## TASK INSTRUCTIONS
An exact copy of the data is needed, but without any of its images.
[GIVEN RECORDS]
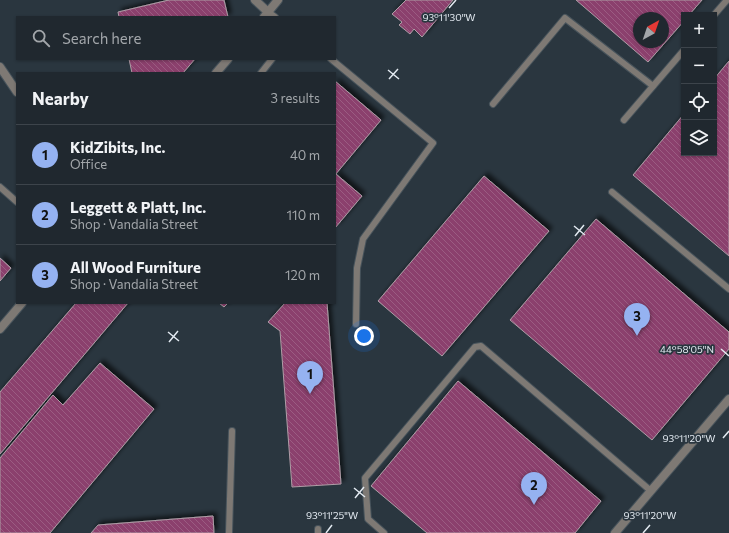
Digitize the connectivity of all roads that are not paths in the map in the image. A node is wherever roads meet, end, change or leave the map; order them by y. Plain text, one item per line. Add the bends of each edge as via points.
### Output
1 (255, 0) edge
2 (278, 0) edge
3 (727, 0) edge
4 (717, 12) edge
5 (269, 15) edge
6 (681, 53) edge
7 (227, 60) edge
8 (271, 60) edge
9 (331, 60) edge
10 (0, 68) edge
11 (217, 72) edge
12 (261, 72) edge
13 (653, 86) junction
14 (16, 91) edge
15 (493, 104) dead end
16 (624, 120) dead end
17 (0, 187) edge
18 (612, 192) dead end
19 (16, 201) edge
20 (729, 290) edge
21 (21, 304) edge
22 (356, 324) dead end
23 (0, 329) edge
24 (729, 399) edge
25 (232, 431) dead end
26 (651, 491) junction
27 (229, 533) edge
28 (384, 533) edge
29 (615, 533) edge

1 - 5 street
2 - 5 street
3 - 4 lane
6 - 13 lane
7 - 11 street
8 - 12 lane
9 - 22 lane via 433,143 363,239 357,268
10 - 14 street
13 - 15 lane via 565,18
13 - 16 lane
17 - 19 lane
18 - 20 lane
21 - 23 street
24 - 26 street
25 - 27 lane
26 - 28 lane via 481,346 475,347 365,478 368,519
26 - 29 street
[/GIVEN RECORDS]
## RESULT OF THE TASK
Digitize the connectivity of all roads that are not paths in the map in the image. A node is wherever roads meet, end, change or leave the map; order them by y. Plain text, one item per line. Add the bends of each edge as via points.
### Output
1 (255, 0) edge
2 (278, 0) edge
3 (727, 0) edge
4 (717, 12) edge
5 (269, 15) edge
6 (681, 53) edge
7 (227, 60) edge
8 (271, 60) edge
9 (331, 60) edge
10 (0, 68) edge
11 (217, 72) edge
12 (261, 72) edge
13 (653, 86) junction
14 (16, 91) edge
15 (493, 104) dead end
16 (624, 120) dead end
17 (0, 187) edge
18 (612, 192) dead end
19 (16, 201) edge
20 (729, 290) edge
21 (21, 304) edge
22 (356, 324) dead end
23 (0, 329) edge
24 (729, 399) edge
25 (232, 431) dead end
26 (651, 491) junction
27 (229, 533) edge
28 (384, 533) edge
29 (615, 533) edge

1 - 5 street
2 - 5 street
3 - 4 lane
6 - 13 lane
7 - 11 street
8 - 12 lane
9 - 22 lane via 433,143 363,239 357,268
10 - 14 street
13 - 15 lane via 565,18
13 - 16 lane
17 - 19 lane
18 - 20 lane
21 - 23 street
24 - 26 street
25 - 27 lane
26 - 28 lane via 481,346 475,347 365,478 368,519
26 - 29 street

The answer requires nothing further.